-------- INPUT DATA

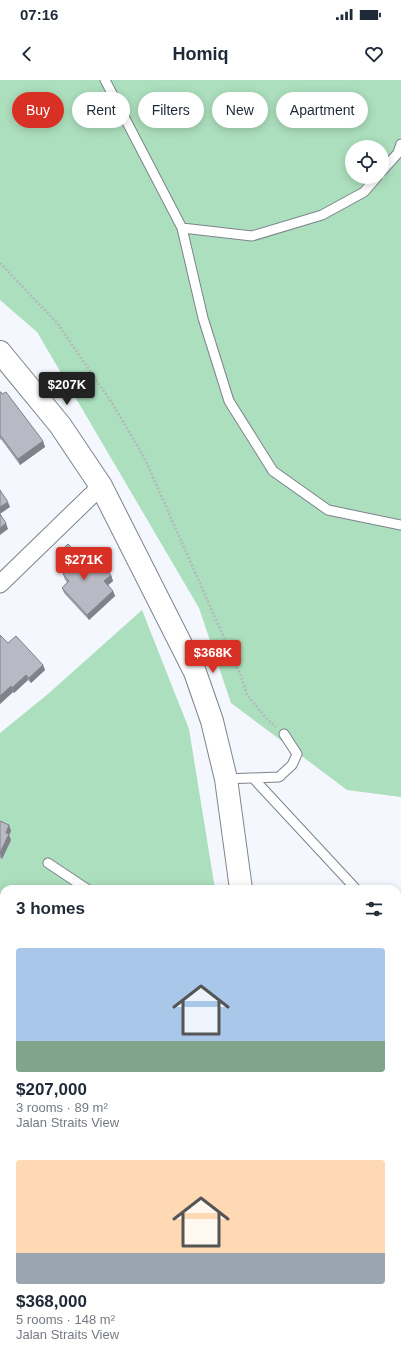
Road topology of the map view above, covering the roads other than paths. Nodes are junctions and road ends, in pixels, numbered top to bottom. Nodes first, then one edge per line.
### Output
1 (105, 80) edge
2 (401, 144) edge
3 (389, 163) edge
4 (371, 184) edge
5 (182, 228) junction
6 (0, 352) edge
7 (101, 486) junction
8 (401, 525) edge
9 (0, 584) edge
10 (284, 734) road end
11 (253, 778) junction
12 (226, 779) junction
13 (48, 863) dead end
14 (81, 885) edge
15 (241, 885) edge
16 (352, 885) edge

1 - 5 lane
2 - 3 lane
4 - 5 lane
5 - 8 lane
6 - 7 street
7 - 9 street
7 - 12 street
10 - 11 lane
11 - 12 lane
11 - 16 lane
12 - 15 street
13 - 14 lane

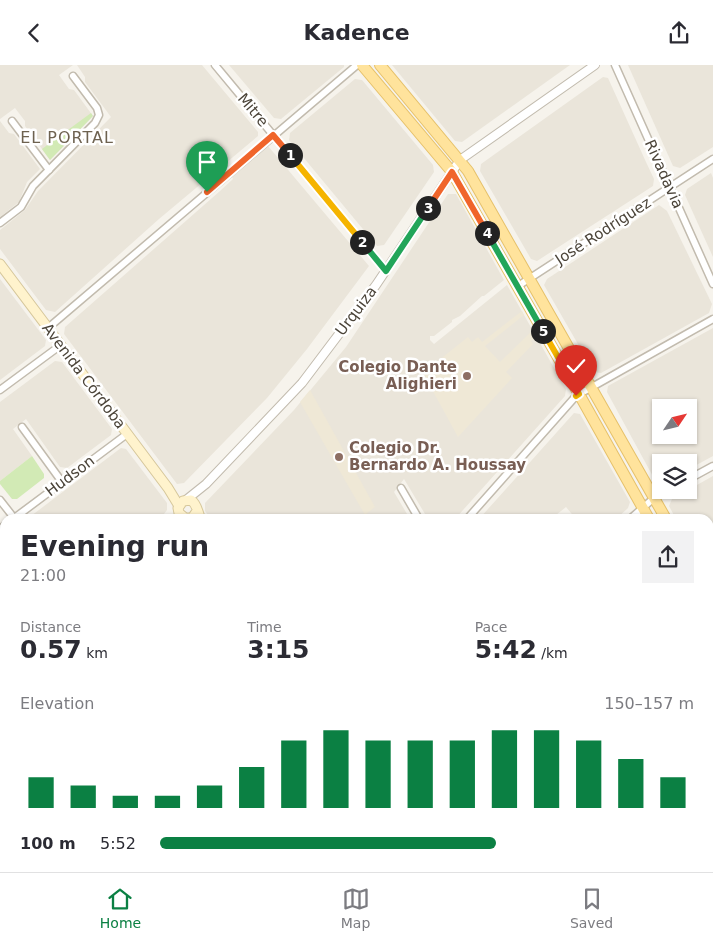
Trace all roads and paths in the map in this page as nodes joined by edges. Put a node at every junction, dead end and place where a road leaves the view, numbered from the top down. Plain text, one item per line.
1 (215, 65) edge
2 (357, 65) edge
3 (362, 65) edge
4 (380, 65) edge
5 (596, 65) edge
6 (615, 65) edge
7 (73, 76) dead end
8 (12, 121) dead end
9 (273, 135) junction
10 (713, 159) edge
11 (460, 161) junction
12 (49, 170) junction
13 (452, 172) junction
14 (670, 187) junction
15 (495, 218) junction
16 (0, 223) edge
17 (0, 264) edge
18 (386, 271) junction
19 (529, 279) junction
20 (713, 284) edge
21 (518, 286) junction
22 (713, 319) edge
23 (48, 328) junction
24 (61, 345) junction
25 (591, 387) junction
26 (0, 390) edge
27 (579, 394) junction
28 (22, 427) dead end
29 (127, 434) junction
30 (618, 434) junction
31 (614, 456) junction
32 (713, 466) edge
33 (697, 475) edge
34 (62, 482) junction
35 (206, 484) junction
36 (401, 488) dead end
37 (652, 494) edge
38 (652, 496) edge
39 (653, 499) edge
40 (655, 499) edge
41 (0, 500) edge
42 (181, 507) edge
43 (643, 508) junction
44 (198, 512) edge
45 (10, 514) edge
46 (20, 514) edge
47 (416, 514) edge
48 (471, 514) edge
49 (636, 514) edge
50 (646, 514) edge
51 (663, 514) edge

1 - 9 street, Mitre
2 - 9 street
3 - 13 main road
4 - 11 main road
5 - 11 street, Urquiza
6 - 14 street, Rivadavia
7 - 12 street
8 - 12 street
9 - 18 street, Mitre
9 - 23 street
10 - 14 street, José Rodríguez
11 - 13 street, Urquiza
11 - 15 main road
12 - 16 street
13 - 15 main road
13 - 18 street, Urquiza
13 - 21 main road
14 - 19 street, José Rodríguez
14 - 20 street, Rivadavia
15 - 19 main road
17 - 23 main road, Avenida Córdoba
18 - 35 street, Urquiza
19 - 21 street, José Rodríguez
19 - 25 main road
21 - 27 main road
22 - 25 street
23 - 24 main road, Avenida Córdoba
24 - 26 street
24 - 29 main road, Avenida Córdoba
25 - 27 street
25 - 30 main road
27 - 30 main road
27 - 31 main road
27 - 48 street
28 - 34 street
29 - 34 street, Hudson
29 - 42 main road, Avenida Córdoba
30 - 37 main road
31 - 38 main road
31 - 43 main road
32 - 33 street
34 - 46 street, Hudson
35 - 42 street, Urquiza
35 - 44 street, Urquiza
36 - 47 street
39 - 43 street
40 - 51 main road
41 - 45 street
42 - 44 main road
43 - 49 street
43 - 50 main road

----------------

WHAT YOU HAVE TO DO:
Quote the records in full and exactly; skip any image.

RESPONSE TO THE TASK:
Road topology of the map view above, covering the roads other than paths. Nodes are junctions and road ends, in pixels, numbered top to bottom. Nodes first, then one edge per line.
### Output
1 (105, 80) edge
2 (401, 144) edge
3 (389, 163) edge
4 (371, 184) edge
5 (182, 228) junction
6 (0, 352) edge
7 (101, 486) junction
8 (401, 525) edge
9 (0, 584) edge
10 (284, 734) road end
11 (253, 778) junction
12 (226, 779) junction
13 (48, 863) dead end
14 (81, 885) edge
15 (241, 885) edge
16 (352, 885) edge

1 - 5 lane
2 - 3 lane
4 - 5 lane
5 - 8 lane
6 - 7 street
7 - 9 street
7 - 12 street
10 - 11 lane
11 - 12 lane
11 - 16 lane
12 - 15 street
13 - 14 lane

Trace all roads and paths in the map in this page as nodes joined by edges. Put a node at every junction, dead end and place where a road leaves the view, numbered from the top down. Plain text, one item per line.
1 (215, 65) edge
2 (357, 65) edge
3 (362, 65) edge
4 (380, 65) edge
5 (596, 65) edge
6 (615, 65) edge
7 (73, 76) dead end
8 (12, 121) dead end
9 (273, 135) junction
10 (713, 159) edge
11 (460, 161) junction
12 (49, 170) junction
13 (452, 172) junction
14 (670, 187) junction
15 (495, 218) junction
16 (0, 223) edge
17 (0, 264) edge
18 (386, 271) junction
19 (529, 279) junction
20 (713, 284) edge
21 (518, 286) junction
22 (713, 319) edge
23 (48, 328) junction
24 (61, 345) junction
25 (591, 387) junction
26 (0, 390) edge
27 (579, 394) junction
28 (22, 427) dead end
29 (127, 434) junction
30 (618, 434) junction
31 (614, 456) junction
32 (713, 466) edge
33 (697, 475) edge
34 (62, 482) junction
35 (206, 484) junction
36 (401, 488) dead end
37 (652, 494) edge
38 (652, 496) edge
39 (653, 499) edge
40 (655, 499) edge
41 (0, 500) edge
42 (181, 507) edge
43 (643, 508) junction
44 (198, 512) edge
45 (10, 514) edge
46 (20, 514) edge
47 (416, 514) edge
48 (471, 514) edge
49 (636, 514) edge
50 (646, 514) edge
51 (663, 514) edge

1 - 9 street, Mitre
2 - 9 street
3 - 13 main road
4 - 11 main road
5 - 11 street, Urquiza
6 - 14 street, Rivadavia
7 - 12 street
8 - 12 street
9 - 18 street, Mitre
9 - 23 street
10 - 14 street, José Rodríguez
11 - 13 street, Urquiza
11 - 15 main road
12 - 16 street
13 - 15 main road
13 - 18 street, Urquiza
13 - 21 main road
14 - 19 street, José Rodríguez
14 - 20 street, Rivadavia
15 - 19 main road
17 - 23 main road, Avenida Córdoba
18 - 35 street, Urquiza
19 - 21 street, José Rodríguez
19 - 25 main road
21 - 27 main road
22 - 25 street
23 - 24 main road, Avenida Córdoba
24 - 26 street
24 - 29 main road, Avenida Córdoba
25 - 27 street
25 - 30 main road
27 - 30 main road
27 - 31 main road
27 - 48 street
28 - 34 street
29 - 34 street, Hudson
29 - 42 main road, Avenida Córdoba
30 - 37 main road
31 - 38 main road
31 - 43 main road
32 - 33 street
34 - 46 street, Hudson
35 - 42 street, Urquiza
35 - 44 street, Urquiza
36 - 47 street
39 - 43 street
40 - 51 main road
41 - 45 street
42 - 44 main road
43 - 49 street
43 - 50 main road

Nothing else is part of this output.